Overtures from South Korea's president Kim Dae Jung, who won a Nobel Peace Prize in 2000 for his "Sunshine Policy" of improving relations between North and South Korea, were scorned for most of the year as part of Pyongyang's angry response to being snubbed by the United States. After the White House suggested that North Korea could not be trusted as a negotiating partner, Kim Jong Il targeted his diplomatic efforts toward China and Russia.
Foreign journalists have had more access to North Korea during the last two years, but their movements within the country are still highly restricted and monitored. In May, a record 75 foreign journalists – including journalists from South Korea – were permitted to spend two days in North Korea to cover the visit of a European Union delegation, led by Swedish prime minister Goeran Persson.
However, when the notoriously reclusive Kim Jong Il embarked on his epic train journey across Russia at the end of July, no journalists were invited. Though it was a historic trip – the first time Kim had traveled to a foreign country apart from China – the leader apparently preferred to keep a profile so low as to be almost invisible.
The North Korean press was not permitted to mention his absence for days, and the foreign media were kept at a distance throughout the trip.
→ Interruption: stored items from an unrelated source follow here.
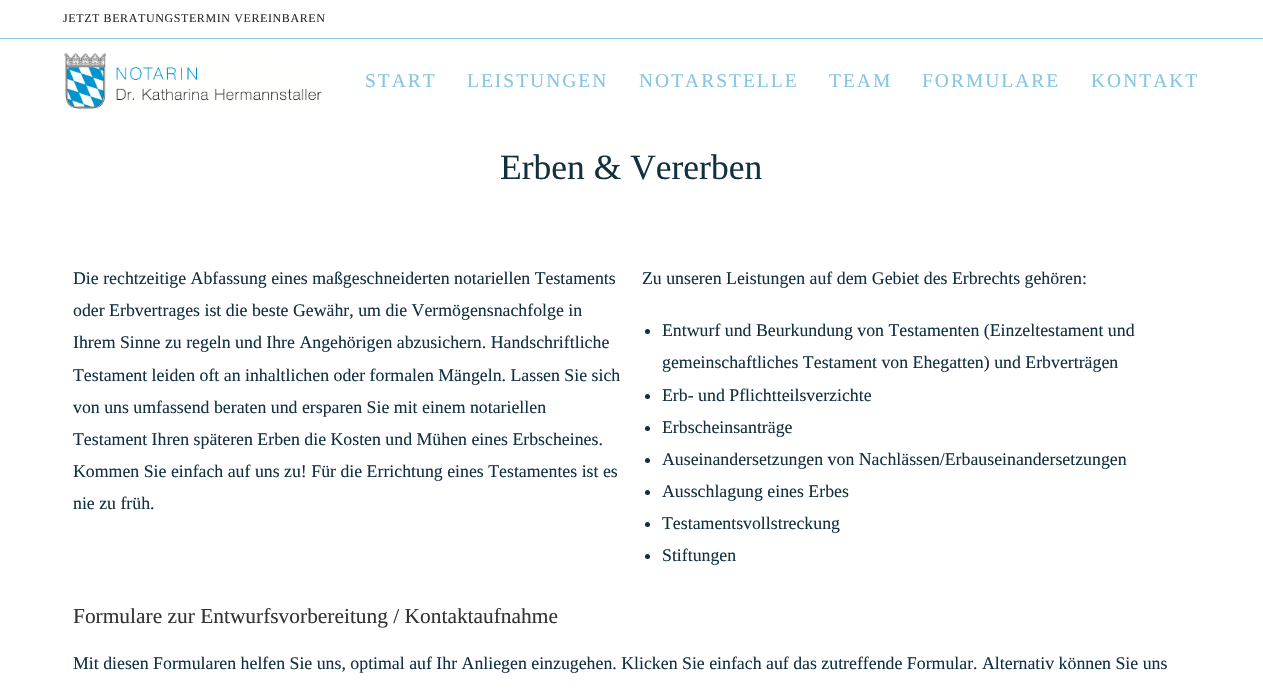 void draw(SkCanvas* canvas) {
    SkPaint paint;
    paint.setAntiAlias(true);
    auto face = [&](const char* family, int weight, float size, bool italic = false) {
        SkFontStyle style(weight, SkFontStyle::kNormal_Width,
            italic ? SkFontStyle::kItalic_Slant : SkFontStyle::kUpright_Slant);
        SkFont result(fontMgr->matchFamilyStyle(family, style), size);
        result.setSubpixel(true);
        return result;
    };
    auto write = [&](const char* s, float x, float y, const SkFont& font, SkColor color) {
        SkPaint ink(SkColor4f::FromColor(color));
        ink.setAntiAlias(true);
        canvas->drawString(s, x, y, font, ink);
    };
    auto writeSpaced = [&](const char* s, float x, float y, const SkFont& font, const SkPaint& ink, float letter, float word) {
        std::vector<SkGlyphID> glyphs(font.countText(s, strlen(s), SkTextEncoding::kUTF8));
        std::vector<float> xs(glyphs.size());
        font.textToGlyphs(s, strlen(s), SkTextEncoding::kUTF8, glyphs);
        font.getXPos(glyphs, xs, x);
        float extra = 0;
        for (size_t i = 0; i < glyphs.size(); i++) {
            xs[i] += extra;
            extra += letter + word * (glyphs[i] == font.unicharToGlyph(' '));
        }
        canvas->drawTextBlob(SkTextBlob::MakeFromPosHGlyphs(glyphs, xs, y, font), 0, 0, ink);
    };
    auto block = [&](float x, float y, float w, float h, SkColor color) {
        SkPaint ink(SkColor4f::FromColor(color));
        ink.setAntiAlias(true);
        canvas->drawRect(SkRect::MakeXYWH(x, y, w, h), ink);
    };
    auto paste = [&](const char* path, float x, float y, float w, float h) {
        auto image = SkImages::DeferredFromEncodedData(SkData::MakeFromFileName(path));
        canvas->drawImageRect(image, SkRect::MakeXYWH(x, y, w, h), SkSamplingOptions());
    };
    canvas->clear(SK_ColorWHITE);
    block(0, 38, 1263, 1, SkColorSetRGB(135, 197, 227));
    auto kFont1 = face("Liberation Serif", 400, 12);
    paint.setColor(SkColorSetRGB(44, 44, 44));
    writeSpaced("JETZT BERATUNGSTERMIN VEREINBAREN", 63, 22, kFont1, paint, 0.6f, 0);
    paste("pic1.png", 64, 53, 258, 56);
    auto kFont2 = face("Liberation Serif", 400, 19.5f);
    paint.setColor(SkColorSetRGB(135, 197, 227));
    writeSpaced("START", 365, 87, kFont2, paint, 2, 0);
    writeSpaced("LEISTUNGEN", 467, 87, kFont2, paint, 2, 0);
    writeSpaced("NOTARSTELLE", 639, 87, kFont2, paint, 2, 0);
    writeSpaced("TEAM", 829, 87, kFont2, paint, 2, 0);
    writeSpaced("FORMULARE", 922, 87, kFont2, paint, 2, 0);
    writeSpaced("KONTAKT", 1091, 87, kFont2, paint, 2, 0);
    auto kFont3 = face("Liberation Serif", 400, 35.5f);
    write("Erben & Vererben", 500, 179, kFont3, SkColorSetRGB(18, 48, 64));
    auto kFont4 = face("Liberation Serif", 400, 17.8f);
    write("Die rechtzeitige Abfassung eines maßgeschneiderten notariellen Testaments", 73, 284, kFont4, SkColorSetRGB(18, 48, 64));
    write("oder Erbvertrages ist die beste Gewähr, um die Vermögensnachfolge in", 73, 316, kFont4, SkColorSetRGB(18, 48, 64));
    write("Ihrem Sinne zu regeln und Ihre Angehörigen abzusichern. Handschriftliche", 73, 348, kFont4, SkColorSetRGB(18, 48, 64));
    write("Testament leiden oft an inhaltlichen oder formalen Mängeln. Lassen Sie sich", 73, 381, kFont4, SkColorSetRGB(18, 48, 64));
    write("von uns umfassend beraten und ersparen Sie mit einem notariellen", 73, 413, kFont4, SkColorSetRGB(18, 48, 64));
    write("Testament Ihren späteren Erben die Kosten und Mühen eines Erbscheines.", 73, 445, kFont4, SkColorSetRGB(18, 48, 64));
    write("Kommen Sie einfach auf uns zu! Für die Errichtung eines Testamentes ist es", 73, 477, kFont4, SkColorSetRGB(18, 48, 64));
    write("nie zu früh.", 73, 509, kFont4, SkColorSetRGB(18, 48, 64));
    write("Zu unseren Leistungen auf dem Gebiet des Erbrechts gehören:", 642, 284, kFont4, SkColorSetRGB(18, 48, 64));
    paint.setColor(SkColorSetRGB(18, 48, 64));
    canvas->drawCircle(647.5f, 331.5f, 2.5f, paint);
    write("Entwurf und Beurkundung von Testamenten (Einzeltestament und", 662, 336, kFont4, SkColorSetRGB(18, 48, 64));
    write("gemeinschaftliches Testament von Ehegatten) und Erbverträgen", 662, 368, kFont4, SkColorSetRGB(18, 48, 64));
    canvas->drawCircle(647.5f, 396.5f, 2.5f, paint);
    write("Erb- und Pflichtteilsverzichte", 662, 401, kFont4, SkColorSetRGB(18, 48, 64));
    canvas->drawCircle(647.5f, 428.5f, 2.5f, paint);
    write("Erbscheinsanträge", 662, 433, kFont4, SkColorSetRGB(18, 48, 64));
    canvas->drawCircle(647.5f, 460.5f, 2.5f, paint);
    write("Auseinandersetzungen von Nachlässen/Erbauseinandersetzungen", 662, 465, kFont4, SkColorSetRGB(18, 48, 64));
    canvas->drawCircle(647.5f, 492.5f, 2.5f, paint);
    write("Ausschlagung eines Erbes", 662, 497, kFont4, SkColorSetRGB(18, 48, 64));
    canvas->drawCircle(647.5f, 524.5f, 2.5f, paint);
    write("Testamentsvollstreckung", 662, 529, kFont4, SkColorSetRGB(18, 48, 64));
    canvas->drawCircle(647.5f, 556.5f, 2.5f, paint);
    write("Stiftungen", 662, 561, kFont4, SkColorSetRGB(18, 48, 64));
    auto kFont5 = face("Liberation Serif", 400, 21.4f);
    write("Formulare zur Entwurfsvorbereitung / Kontaktaufnahme", 73, 623, kFont5, SkColorSetRGB(51, 51, 51));
    write("Mit diesen Formularen helfen Sie uns, optimal auf Ihr Anliegen einzugehen. Klicken Sie einfach auf das zutreffende Formular. Alternativ können Sie uns", 73, 669, kFont4, SkColorSetRGB(18, 48, 64));
}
The Times of London noted that Kim's trip "will make the Guinness record for the longest train journey taken by a visiting head of state, [but] it has also been one of the most secretive since the Germans shipped Lenin in a sealed train to the Finland Station."
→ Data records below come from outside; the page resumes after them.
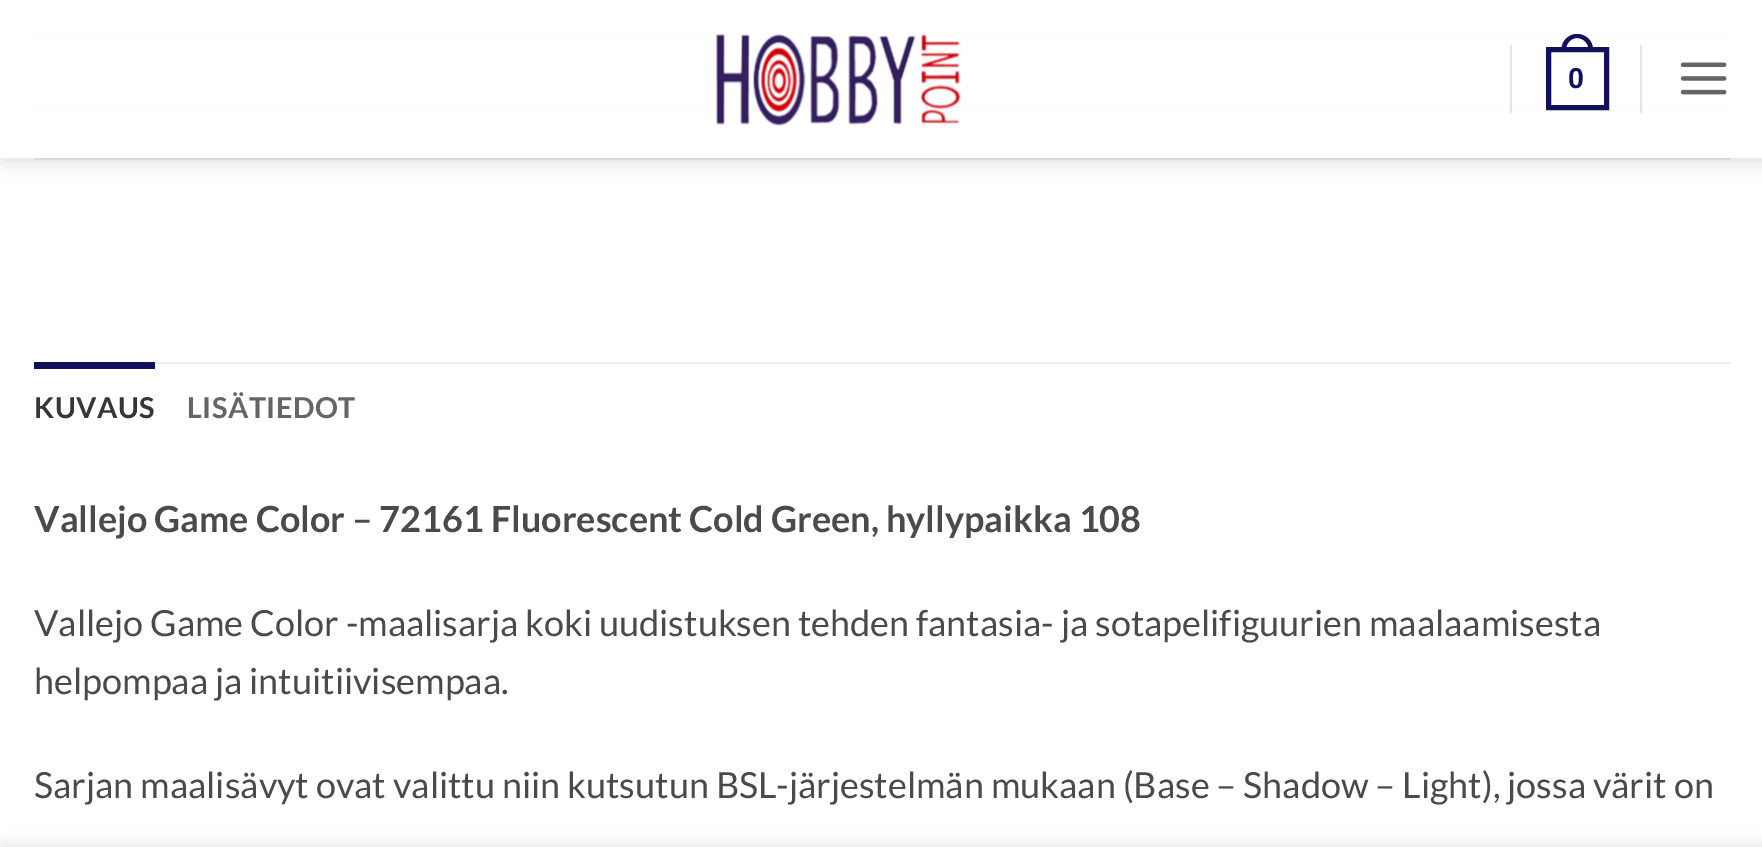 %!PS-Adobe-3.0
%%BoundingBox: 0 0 1762 847
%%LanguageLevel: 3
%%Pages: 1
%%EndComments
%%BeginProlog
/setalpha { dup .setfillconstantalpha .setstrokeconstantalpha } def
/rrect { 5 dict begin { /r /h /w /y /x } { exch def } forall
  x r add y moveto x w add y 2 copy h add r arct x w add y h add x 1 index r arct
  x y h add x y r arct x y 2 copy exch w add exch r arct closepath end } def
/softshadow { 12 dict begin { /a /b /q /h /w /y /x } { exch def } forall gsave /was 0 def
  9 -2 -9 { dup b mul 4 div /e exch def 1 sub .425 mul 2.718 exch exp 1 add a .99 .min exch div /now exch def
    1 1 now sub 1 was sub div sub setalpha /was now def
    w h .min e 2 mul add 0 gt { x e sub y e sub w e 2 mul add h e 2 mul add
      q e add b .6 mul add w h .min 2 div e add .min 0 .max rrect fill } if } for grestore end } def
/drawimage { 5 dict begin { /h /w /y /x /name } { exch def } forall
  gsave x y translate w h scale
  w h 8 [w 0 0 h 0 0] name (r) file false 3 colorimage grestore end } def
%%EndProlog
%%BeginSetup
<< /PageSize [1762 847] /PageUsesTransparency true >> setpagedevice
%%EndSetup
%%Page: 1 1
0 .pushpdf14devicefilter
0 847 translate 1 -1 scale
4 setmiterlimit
1 setgray
0 0 1762 847 rectfill
0.867 setgray
2.2 setlinewidth
[2.25 2.25] 0 setdash
newpath 34 35 moveto 1730 35 lineto stroke
newpath 34 107 moveto 1730 107 lineto stroke
gsave
newpath 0 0 moveto 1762 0 lineto 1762 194 lineto 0 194 lineto closepath 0 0 moveto 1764 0 lineto 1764 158 lineto 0 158 lineto closepath eoclip newpath
0 setgray
2 2 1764 158 0 11 0.15 softshadow
grestore
0.9 setalpha
1 setgray
0 33 1762 125 rectfill
1 setalpha
(images/1.raw) 711 34 251 119 drawimage
0.1 setalpha
0 setgray
1510 45 2 68 rectfill
1 setalpha
0.071 0.063 0.357 setrgbcolor
5 setlinewidth
[] 0 setdash
1548.5 49.5 58 58 rectstroke
newpath 1577 34 moveto 1586 34 1593 41 1593 49.5 curveto 1593 52 lineto 1561.5 52 lineto 1561.5 49.5 lineto 1561.5 41 1568.5 34 1577 34 curveto closepath 1577 38 moveto 1583.5 38 1588.5 43.5 1588.5 49.5 curveto 1588.5 52 lineto 1566 52 lineto 1566 49.5 lineto 1566 43.5 1571 38 1577 38 curveto closepath eofill
0.1 setalpha
0 setgray
1640 45 2 68 rectfill
1 setalpha
(images/2.raw) 1680 62 47 33 drawimage
0.855 setgray
34 158 1696 2 rectfill
0.925 setgray
155 362 1575 2 rectfill
0.071 0.063 0.357 setrgbcolor
34 362 121 7 rectfill
0 setgray
0 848 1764 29 0 10 0.14 softshadow
/LiberationSans-Bold [28.75 0 0 -28.75 0 0] selectfont
0.071 0.063 0.357 setrgbcolor
1568 88 moveto (0) show
/Lato-Bold [28.75 0 0 -28.75 0 0] selectfont
0.212 setgray
34 418 moveto 0.5 0 (KUVAUS) ashow
0.396 setgray
187 418 moveto 0.5 0 (LISÄTIEDOT) ashow
/Lato-Bold [36 0 0 -36 0 0] selectfont
0.29 setgray
34 532 moveto (Vallejo Game Color – 72161 Fluorescent Cold Green, hyllypaikka 108) show
/Lato-Regular [36 0 0 -36 0 0] selectfont
34 636 moveto (Vallejo Game Color -maalisarja koki uudistuksen tehden fantasia- ja sotapelifiguurien maalaamisesta) show
34 694 moveto (helpompaa ja intuitiivisempaa.) show
34 798 moveto (Sarjan maalisävyt ovat valittu niin kutsutun BSL-järjestelmän mukaan \(Base – Shadow – Light\), jossa värit on) show
.poppdf14devicefilter showpage
%%EOF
The North Korean government's efforts to control the media have helped ensure that its chronic food shortage is one of the most underreported disasters in the world. This year, a book by Andrew Natsios, head of the United States Agency for International Development, presented shocking evidence that at least 2.5 million people – one-tenth of North Korea's population – have died in the famine, which began in 1994.
Domestic media are forbidden to report on either the famine or the roots of the crisis. While it is true that, in the words of one activist, people do not need the media to tell them when they are starving, the lack of access to accurate information within North Korea is a tragedy. Meanwhile, the country's harsh Penal Code cites listening to foreign broadcasts and possessing dissident publications as "crimes against the state," which are punishable by death.